That’s what kept repeating in his mind with every step he took. He couldn’t really feel much — not anymore. That special grade curse had burned him — burned half of his body to a crisp, he could barely smell the burning flesh anymore. All he could do was keep moving. Moving. Moving. Moving. 
But he didn’t want to move anymore — he was tired. So tired. He couldn’t feel much, but he could feel the weight of having to keep going, even if he didn’t want to. 
And now, he stands before a swarm of…curses? Transfigured humans? He didn’t know — he could barely see at this point out of his one remaining eye — he could barely keep it open, still drooping even as the monsters loomed before him. 
“Malaysia…Yeah, Malaysia…Kuantan would have been nice,” the recommendation he had gotten from Mei Mei when trying to decide on a vacation for you and him to take — who better to ask than the woman with all the time and money in the world, a little brother who’d take her anywhere she wished. You both had settled on Malaysia, still panning out the details of when, but he had planned to surprise you with open ended tickets for the both of you — paid extra for them, in case something came up. 
He almost chuckles. Something always came up. 
Maybe if you both had liked it enough, he’d have a private home built for the two of you — with the little library nook you always dreamed of having, finally getting around to reading the countless books you both had bought and never read, go through page by page and take back the time you both have lost. 

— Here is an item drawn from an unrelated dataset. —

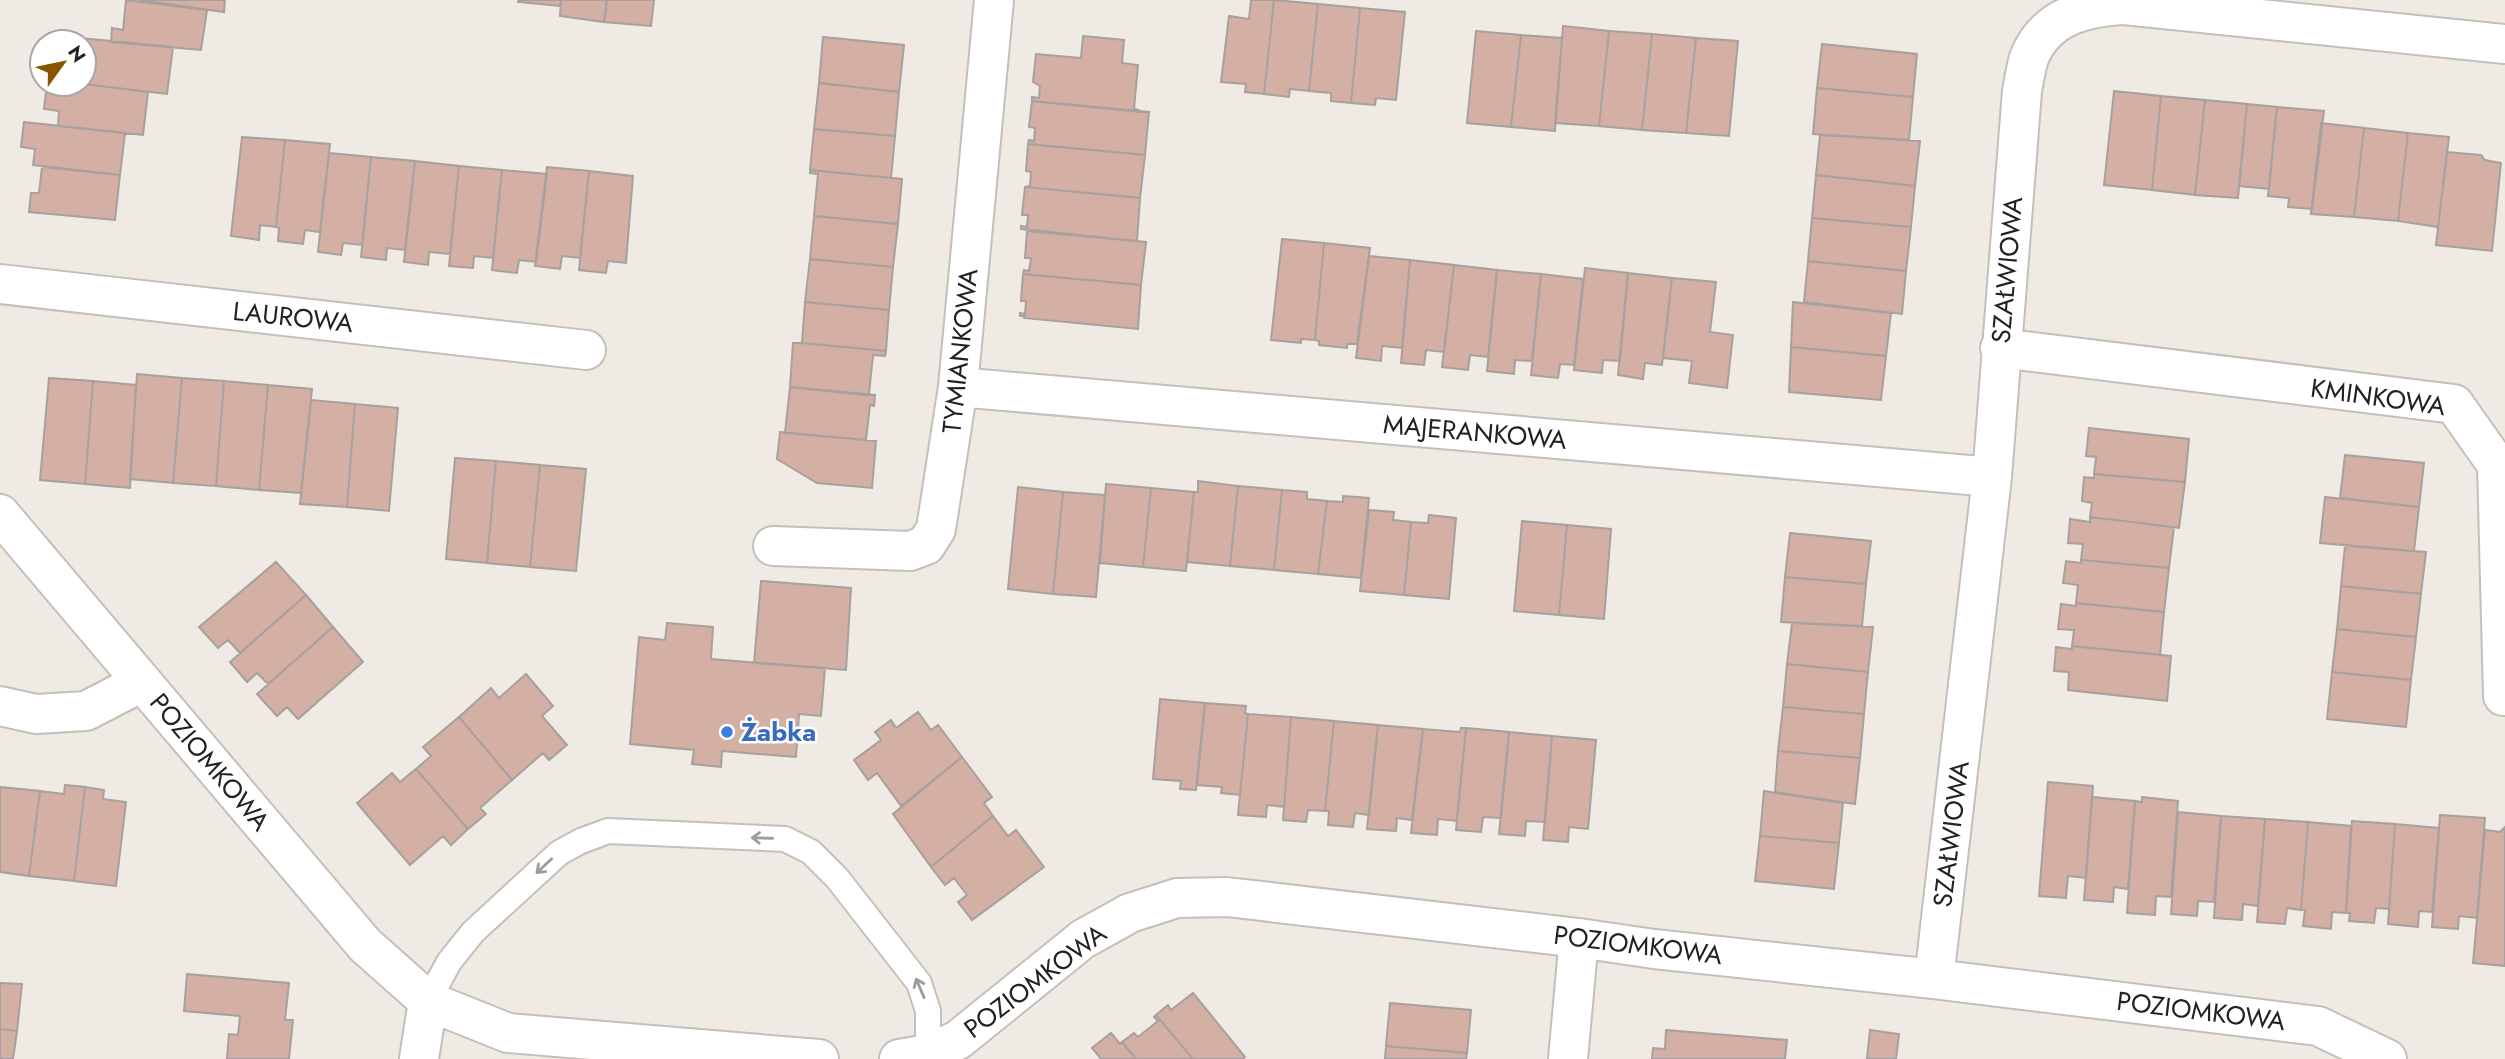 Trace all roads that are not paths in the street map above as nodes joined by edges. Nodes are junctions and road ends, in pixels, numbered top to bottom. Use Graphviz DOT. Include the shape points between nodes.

But right now each step felt like an eternity as he walked. 
Where was he going again? Oh yes, to help Fushiguro. And what about Naobito and Maki? What had happened to them? There wasn’t much he could do about that. 
Tired. He was so tired. I’ve done enough, haven’t I? 

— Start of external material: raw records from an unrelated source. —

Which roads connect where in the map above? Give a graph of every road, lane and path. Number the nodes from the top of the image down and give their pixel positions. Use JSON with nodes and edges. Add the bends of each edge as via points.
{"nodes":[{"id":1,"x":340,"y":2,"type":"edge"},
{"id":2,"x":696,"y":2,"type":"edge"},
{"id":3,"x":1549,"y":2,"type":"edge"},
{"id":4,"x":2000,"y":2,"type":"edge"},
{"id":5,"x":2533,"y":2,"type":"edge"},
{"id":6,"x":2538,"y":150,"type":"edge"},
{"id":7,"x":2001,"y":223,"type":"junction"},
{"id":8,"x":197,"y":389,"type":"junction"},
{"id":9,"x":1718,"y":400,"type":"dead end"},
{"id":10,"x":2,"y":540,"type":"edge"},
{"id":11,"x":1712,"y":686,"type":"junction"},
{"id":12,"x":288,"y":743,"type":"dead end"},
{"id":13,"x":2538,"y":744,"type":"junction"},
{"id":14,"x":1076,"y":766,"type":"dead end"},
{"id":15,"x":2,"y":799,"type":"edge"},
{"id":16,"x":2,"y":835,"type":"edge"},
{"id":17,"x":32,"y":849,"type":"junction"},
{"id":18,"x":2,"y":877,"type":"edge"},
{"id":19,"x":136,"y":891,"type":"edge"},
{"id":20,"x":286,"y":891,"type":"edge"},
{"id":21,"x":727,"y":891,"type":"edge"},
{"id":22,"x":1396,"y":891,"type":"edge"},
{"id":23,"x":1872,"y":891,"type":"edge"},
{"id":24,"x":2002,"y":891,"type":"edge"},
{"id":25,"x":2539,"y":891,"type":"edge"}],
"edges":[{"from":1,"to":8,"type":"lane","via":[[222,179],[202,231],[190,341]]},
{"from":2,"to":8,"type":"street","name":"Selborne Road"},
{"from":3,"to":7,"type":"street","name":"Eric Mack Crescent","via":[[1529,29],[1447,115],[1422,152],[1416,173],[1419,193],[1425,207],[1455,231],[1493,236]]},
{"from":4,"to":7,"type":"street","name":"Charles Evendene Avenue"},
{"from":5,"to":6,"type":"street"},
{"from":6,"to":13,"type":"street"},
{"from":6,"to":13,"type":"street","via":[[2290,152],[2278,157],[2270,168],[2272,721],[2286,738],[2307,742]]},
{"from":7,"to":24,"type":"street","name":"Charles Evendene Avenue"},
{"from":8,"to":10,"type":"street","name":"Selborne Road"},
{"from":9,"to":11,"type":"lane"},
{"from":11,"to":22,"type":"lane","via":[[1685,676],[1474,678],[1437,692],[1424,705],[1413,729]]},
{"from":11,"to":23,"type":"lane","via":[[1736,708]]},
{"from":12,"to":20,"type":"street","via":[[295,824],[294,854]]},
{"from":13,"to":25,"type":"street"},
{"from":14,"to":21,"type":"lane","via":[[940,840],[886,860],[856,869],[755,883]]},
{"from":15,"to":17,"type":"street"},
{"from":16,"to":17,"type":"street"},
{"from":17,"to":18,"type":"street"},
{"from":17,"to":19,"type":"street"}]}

Hadn’t he done enough? He thought he had done enough when he left — left it all behind like a nightmare he didn’t care to revisit. Left the loss, the pain, the anger — the curses really — all behind him, in exchange for another set — greed, money, power. What was really the best option? Had he made the right choice? 
But then he thought about you. 
Your smiles, your touch, your kisses, your laughs — all the times he spent with you — slow mornings spent reading the paper together over coffee and toast from the bakery you always went out of your way to buy his favorites from; lazy evenings spent watching movies or reading, your legs intertwined as you did, his arm around your shoulders, until you plucked the book from his fingers made it so you were only thing his eyes were on; and sleepless but perfect nights spent in each other’s arms. The many times he wanted to ask you — the one question he never got to ask you still burned on the tip of his tongue like a curse unspoken, and he knew if he spoke it now, it would be one. 
And so he did what he did best, he dispatched the curses, quick and easy. And his lips curled despite himself — at the thought of you. He could almost feel your lips on his still from earlier, the sweet scent of you instead of the smell of blood or burning flesh, he could almost see you too. 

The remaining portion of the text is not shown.